Write out the data again in full, exactly as it reads.

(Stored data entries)
****
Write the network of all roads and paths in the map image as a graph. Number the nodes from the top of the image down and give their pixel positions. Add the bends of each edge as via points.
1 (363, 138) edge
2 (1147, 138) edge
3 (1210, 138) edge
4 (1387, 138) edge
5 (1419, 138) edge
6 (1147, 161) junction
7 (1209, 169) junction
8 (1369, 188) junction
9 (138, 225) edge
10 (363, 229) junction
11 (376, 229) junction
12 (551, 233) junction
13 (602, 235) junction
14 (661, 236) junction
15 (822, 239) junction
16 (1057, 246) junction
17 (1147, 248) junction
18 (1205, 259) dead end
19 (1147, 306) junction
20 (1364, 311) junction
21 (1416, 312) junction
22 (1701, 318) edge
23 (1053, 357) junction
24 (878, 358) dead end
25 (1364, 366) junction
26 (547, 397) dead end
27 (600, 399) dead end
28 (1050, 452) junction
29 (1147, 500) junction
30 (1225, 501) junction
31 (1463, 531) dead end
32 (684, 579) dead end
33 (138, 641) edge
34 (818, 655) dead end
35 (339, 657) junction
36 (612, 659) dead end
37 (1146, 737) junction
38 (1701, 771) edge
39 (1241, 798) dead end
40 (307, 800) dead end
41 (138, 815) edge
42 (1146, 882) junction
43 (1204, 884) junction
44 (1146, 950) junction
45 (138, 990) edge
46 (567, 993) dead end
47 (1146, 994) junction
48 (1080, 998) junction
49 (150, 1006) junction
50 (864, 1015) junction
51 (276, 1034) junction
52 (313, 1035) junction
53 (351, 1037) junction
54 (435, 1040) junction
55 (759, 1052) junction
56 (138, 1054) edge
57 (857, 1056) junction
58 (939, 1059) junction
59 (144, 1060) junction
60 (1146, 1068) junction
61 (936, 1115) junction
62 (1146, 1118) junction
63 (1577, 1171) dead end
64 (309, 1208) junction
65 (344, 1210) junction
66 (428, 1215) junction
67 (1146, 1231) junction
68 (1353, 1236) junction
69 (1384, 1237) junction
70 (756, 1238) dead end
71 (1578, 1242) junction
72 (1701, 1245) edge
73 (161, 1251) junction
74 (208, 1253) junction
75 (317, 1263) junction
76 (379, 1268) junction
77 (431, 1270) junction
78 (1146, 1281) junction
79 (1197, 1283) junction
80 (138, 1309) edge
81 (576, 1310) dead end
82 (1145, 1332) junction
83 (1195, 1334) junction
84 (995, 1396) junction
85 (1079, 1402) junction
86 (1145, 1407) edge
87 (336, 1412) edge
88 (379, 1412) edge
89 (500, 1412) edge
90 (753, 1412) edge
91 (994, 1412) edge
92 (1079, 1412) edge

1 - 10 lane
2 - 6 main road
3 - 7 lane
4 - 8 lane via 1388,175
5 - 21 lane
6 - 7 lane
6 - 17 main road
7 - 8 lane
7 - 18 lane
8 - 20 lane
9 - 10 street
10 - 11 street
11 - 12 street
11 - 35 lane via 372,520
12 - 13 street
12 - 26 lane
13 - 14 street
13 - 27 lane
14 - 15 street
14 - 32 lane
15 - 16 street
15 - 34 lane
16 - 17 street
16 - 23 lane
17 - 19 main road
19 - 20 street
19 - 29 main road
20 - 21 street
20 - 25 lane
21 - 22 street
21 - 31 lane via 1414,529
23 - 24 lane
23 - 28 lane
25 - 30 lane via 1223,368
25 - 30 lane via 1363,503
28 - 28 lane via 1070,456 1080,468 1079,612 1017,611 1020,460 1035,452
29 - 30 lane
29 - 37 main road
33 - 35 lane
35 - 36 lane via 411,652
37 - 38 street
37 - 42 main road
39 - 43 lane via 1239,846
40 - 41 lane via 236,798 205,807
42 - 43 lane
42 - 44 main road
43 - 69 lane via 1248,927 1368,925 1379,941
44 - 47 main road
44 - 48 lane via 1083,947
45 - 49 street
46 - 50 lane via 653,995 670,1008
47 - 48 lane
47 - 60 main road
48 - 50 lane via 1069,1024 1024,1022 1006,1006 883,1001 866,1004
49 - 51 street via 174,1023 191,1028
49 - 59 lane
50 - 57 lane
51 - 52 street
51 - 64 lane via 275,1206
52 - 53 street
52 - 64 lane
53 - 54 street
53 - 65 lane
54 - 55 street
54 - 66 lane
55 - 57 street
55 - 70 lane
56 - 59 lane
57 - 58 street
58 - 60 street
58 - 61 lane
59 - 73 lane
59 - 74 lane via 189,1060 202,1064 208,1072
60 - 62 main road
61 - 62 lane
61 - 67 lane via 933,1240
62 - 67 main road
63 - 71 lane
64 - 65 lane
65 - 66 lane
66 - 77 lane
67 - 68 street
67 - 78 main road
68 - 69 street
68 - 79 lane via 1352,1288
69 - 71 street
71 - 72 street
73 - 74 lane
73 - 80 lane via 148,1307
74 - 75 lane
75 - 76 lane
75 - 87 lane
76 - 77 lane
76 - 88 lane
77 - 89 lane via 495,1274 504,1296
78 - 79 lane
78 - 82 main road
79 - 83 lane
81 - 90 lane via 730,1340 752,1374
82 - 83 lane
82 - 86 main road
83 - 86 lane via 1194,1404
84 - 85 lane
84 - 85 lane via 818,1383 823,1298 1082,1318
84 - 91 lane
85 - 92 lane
****
▶ SOLUTION
Write the network of all roads and paths in the map image as a graph. Number the nodes from the top of the image down and give their pixel positions. Add the bends of each edge as via points.
1 (363, 138) edge
2 (1147, 138) edge
3 (1210, 138) edge
4 (1387, 138) edge
5 (1419, 138) edge
6 (1147, 161) junction
7 (1209, 169) junction
8 (1369, 188) junction
9 (138, 225) edge
10 (363, 229) junction
11 (376, 229) junction
12 (551, 233) junction
13 (602, 235) junction
14 (661, 236) junction
15 (822, 239) junction
16 (1057, 246) junction
17 (1147, 248) junction
18 (1205, 259) dead end
19 (1147, 306) junction
20 (1364, 311) junction
21 (1416, 312) junction
22 (1701, 318) edge
23 (1053, 357) junction
24 (878, 358) dead end
25 (1364, 366) junction
26 (547, 397) dead end
27 (600, 399) dead end
28 (1050, 452) junction
29 (1147, 500) junction
30 (1225, 501) junction
31 (1463, 531) dead end
32 (684, 579) dead end
33 (138, 641) edge
34 (818, 655) dead end
35 (339, 657) junction
36 (612, 659) dead end
37 (1146, 737) junction
38 (1701, 771) edge
39 (1241, 798) dead end
40 (307, 800) dead end
41 (138, 815) edge
42 (1146, 882) junction
43 (1204, 884) junction
44 (1146, 950) junction
45 (138, 990) edge
46 (567, 993) dead end
47 (1146, 994) junction
48 (1080, 998) junction
49 (150, 1006) junction
50 (864, 1015) junction
51 (276, 1034) junction
52 (313, 1035) junction
53 (351, 1037) junction
54 (435, 1040) junction
55 (759, 1052) junction
56 (138, 1054) edge
57 (857, 1056) junction
58 (939, 1059) junction
59 (144, 1060) junction
60 (1146, 1068) junction
61 (936, 1115) junction
62 (1146, 1118) junction
63 (1577, 1171) dead end
64 (309, 1208) junction
65 (344, 1210) junction
66 (428, 1215) junction
67 (1146, 1231) junction
68 (1353, 1236) junction
69 (1384, 1237) junction
70 (756, 1238) dead end
71 (1578, 1242) junction
72 (1701, 1245) edge
73 (161, 1251) junction
74 (208, 1253) junction
75 (317, 1263) junction
76 (379, 1268) junction
77 (431, 1270) junction
78 (1146, 1281) junction
79 (1197, 1283) junction
80 (138, 1309) edge
81 (576, 1310) dead end
82 (1145, 1332) junction
83 (1195, 1334) junction
84 (995, 1396) junction
85 (1079, 1402) junction
86 (1145, 1407) edge
87 (336, 1412) edge
88 (379, 1412) edge
89 (500, 1412) edge
90 (753, 1412) edge
91 (994, 1412) edge
92 (1079, 1412) edge

1 - 10 lane
2 - 6 main road
3 - 7 lane
4 - 8 lane via 1388,175
5 - 21 lane
6 - 7 lane
6 - 17 main road
7 - 8 lane
7 - 18 lane
8 - 20 lane
9 - 10 street
10 - 11 street
11 - 12 street
11 - 35 lane via 372,520
12 - 13 street
12 - 26 lane
13 - 14 street
13 - 27 lane
14 - 15 street
14 - 32 lane
15 - 16 street
15 - 34 lane
16 - 17 street
16 - 23 lane
17 - 19 main road
19 - 20 street
19 - 29 main road
20 - 21 street
20 - 25 lane
21 - 22 street
21 - 31 lane via 1414,529
23 - 24 lane
23 - 28 lane
25 - 30 lane via 1223,368
25 - 30 lane via 1363,503
28 - 28 lane via 1070,456 1080,468 1079,612 1017,611 1020,460 1035,452
29 - 30 lane
29 - 37 main road
33 - 35 lane
35 - 36 lane via 411,652
37 - 38 street
37 - 42 main road
39 - 43 lane via 1239,846
40 - 41 lane via 236,798 205,807
42 - 43 lane
42 - 44 main road
43 - 69 lane via 1248,927 1368,925 1379,941
44 - 47 main road
44 - 48 lane via 1083,947
45 - 49 street
46 - 50 lane via 653,995 670,1008
47 - 48 lane
47 - 60 main road
48 - 50 lane via 1069,1024 1024,1022 1006,1006 883,1001 866,1004
49 - 51 street via 174,1023 191,1028
49 - 59 lane
50 - 57 lane
51 - 52 street
51 - 64 lane via 275,1206
52 - 53 street
52 - 64 lane
53 - 54 street
53 - 65 lane
54 - 55 street
54 - 66 lane
55 - 57 street
55 - 70 lane
56 - 59 lane
57 - 58 street
58 - 60 street
58 - 61 lane
59 - 73 lane
59 - 74 lane via 189,1060 202,1064 208,1072
60 - 62 main road
61 - 62 lane
61 - 67 lane via 933,1240
62 - 67 main road
63 - 71 lane
64 - 65 lane
65 - 66 lane
66 - 77 lane
67 - 68 street
67 - 78 main road
68 - 69 street
68 - 79 lane via 1352,1288
69 - 71 street
71 - 72 street
73 - 74 lane
73 - 80 lane via 148,1307
74 - 75 lane
75 - 76 lane
75 - 87 lane
76 - 77 lane
76 - 88 lane
77 - 89 lane via 495,1274 504,1296
78 - 79 lane
78 - 82 main road
79 - 83 lane
81 - 90 lane via 730,1340 752,1374
82 - 83 lane
82 - 86 main road
83 - 86 lane via 1194,1404
84 - 85 lane
84 - 85 lane via 818,1383 823,1298 1082,1318
84 - 91 lane
85 - 92 lane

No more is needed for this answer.